Below is a block of records. Copy every line in it that contains the word "Crescent".

[Dataset entries]
%%

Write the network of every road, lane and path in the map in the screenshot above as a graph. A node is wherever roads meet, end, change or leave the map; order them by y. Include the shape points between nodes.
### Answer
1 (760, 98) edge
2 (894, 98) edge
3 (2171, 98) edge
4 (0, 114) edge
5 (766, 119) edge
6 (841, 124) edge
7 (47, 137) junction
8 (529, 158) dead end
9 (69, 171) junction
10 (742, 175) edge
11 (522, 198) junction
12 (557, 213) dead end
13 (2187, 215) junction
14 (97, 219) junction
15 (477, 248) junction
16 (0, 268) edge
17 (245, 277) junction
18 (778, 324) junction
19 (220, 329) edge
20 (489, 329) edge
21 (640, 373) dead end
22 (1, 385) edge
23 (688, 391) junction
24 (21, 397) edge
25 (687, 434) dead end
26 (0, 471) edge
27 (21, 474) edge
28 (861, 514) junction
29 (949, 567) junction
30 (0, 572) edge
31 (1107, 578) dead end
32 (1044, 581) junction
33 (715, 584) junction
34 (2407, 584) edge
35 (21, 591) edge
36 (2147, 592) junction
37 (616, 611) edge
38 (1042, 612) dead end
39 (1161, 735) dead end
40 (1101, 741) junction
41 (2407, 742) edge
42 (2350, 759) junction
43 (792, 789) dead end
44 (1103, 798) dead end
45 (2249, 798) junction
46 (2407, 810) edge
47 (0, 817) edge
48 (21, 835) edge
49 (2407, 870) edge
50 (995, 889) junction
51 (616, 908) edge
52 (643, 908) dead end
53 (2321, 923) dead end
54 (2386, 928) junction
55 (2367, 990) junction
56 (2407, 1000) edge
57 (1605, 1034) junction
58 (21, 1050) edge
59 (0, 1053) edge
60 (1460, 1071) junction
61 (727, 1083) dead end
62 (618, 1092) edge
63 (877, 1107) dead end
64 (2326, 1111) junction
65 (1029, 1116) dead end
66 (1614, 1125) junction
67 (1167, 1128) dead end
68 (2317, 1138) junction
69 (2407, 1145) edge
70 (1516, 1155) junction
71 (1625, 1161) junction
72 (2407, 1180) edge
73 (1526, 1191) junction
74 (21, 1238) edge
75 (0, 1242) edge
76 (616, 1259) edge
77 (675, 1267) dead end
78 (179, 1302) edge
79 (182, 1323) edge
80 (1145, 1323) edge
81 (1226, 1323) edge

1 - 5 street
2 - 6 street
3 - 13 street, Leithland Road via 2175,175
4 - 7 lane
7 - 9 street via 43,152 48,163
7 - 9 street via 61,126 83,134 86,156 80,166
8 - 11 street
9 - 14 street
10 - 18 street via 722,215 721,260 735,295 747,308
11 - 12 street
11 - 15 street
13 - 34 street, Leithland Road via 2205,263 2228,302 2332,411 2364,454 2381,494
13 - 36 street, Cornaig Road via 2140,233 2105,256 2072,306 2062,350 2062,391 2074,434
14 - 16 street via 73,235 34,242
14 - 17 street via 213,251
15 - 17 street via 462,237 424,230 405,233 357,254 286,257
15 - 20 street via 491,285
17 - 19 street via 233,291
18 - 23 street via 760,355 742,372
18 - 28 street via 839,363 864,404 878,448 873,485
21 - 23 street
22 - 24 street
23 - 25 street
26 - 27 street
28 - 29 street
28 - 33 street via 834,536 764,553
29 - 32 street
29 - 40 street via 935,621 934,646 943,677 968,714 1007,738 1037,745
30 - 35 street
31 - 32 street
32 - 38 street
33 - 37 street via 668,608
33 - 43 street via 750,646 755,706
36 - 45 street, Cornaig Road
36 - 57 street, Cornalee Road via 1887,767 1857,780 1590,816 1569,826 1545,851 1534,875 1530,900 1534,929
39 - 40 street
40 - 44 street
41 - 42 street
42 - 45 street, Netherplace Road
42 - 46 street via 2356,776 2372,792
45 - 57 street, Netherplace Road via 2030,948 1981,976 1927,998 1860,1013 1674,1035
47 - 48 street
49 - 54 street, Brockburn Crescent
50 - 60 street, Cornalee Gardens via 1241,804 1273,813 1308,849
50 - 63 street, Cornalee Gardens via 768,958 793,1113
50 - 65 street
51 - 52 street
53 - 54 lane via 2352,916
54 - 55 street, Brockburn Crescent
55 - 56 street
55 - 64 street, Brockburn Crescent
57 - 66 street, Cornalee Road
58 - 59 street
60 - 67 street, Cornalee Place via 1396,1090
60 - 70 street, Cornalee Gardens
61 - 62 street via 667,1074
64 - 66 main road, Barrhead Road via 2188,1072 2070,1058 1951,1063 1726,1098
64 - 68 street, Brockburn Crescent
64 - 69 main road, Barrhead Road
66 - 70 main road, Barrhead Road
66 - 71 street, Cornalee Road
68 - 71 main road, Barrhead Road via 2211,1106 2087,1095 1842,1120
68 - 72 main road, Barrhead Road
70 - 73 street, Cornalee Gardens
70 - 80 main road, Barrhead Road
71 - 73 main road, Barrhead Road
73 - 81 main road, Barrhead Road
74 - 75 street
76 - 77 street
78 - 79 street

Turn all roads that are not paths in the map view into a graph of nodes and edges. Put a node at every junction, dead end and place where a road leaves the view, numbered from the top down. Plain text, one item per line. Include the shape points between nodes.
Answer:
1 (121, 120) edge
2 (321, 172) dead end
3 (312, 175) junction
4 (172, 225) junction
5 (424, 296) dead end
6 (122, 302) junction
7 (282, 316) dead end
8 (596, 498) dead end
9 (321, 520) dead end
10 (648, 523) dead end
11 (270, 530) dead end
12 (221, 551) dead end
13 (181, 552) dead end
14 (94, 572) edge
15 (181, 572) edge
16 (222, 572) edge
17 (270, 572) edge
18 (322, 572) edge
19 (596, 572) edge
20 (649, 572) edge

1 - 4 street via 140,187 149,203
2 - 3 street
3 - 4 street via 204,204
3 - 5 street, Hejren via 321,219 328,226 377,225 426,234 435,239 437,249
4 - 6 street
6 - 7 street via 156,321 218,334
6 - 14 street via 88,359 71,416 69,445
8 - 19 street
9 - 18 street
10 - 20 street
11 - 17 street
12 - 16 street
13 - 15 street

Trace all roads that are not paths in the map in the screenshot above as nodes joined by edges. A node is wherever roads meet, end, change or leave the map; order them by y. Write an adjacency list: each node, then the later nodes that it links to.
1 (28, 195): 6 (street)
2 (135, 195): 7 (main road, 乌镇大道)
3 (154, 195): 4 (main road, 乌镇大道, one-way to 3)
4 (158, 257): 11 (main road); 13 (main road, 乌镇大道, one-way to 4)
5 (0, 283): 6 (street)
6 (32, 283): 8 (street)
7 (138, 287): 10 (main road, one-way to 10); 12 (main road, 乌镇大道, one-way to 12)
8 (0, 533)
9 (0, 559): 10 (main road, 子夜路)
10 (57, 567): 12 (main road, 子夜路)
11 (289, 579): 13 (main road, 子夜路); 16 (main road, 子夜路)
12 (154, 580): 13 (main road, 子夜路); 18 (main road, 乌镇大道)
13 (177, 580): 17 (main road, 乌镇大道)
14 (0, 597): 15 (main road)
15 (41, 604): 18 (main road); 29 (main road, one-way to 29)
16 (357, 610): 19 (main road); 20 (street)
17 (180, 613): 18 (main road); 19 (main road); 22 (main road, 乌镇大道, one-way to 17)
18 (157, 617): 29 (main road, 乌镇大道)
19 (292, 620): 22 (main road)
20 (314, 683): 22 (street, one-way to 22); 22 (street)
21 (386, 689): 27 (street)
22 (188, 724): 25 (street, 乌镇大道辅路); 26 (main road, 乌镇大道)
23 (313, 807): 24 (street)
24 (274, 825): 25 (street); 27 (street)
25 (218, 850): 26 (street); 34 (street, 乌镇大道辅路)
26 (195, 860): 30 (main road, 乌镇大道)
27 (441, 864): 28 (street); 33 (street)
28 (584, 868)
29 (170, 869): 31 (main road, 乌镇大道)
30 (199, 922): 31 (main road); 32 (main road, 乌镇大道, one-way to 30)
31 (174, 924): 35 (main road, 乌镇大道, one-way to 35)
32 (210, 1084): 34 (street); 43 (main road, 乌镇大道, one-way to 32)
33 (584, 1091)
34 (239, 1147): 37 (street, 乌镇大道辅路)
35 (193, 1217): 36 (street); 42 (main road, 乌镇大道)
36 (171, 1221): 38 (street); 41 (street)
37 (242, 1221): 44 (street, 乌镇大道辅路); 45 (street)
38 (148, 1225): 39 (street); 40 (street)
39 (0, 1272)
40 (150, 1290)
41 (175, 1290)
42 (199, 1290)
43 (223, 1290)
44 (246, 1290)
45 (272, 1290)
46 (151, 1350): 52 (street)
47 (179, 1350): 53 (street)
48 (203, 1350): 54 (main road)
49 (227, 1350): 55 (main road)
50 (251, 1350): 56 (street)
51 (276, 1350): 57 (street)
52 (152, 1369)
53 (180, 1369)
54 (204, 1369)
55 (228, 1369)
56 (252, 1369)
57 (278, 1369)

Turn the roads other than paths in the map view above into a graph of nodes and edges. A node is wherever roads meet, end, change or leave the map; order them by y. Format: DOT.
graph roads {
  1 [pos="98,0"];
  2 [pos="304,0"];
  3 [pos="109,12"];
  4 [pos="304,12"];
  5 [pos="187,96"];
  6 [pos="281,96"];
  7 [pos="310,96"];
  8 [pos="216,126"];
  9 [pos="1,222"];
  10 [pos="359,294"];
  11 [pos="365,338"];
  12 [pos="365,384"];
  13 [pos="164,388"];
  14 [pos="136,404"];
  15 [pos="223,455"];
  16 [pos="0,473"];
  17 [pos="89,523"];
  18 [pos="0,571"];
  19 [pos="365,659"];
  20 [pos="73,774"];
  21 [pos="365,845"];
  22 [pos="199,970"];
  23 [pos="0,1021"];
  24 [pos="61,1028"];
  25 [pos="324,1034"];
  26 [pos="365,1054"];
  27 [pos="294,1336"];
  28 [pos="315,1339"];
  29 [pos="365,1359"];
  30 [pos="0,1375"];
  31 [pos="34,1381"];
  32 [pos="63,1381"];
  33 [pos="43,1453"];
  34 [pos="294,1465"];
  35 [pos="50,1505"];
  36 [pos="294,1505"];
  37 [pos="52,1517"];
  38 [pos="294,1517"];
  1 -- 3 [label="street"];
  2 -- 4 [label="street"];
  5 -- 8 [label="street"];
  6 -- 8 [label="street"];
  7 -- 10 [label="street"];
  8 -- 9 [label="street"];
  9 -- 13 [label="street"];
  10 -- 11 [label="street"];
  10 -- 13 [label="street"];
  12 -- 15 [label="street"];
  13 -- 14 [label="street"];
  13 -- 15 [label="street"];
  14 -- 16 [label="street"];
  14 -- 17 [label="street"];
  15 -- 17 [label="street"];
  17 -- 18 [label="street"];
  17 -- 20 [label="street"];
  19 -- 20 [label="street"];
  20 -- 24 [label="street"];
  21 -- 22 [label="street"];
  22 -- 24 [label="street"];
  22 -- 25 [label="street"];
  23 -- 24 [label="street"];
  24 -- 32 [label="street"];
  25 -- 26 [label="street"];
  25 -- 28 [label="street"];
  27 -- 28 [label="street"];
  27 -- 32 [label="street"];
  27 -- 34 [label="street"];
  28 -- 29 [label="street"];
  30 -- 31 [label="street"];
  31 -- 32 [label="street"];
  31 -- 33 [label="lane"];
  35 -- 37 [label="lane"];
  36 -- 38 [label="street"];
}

%%

**EXERCISE OUTPUT:**
49 - 54 street, Brockburn Crescent
54 - 55 street, Brockburn Crescent
55 - 64 street, Brockburn Crescent
64 - 68 street, Brockburn Crescent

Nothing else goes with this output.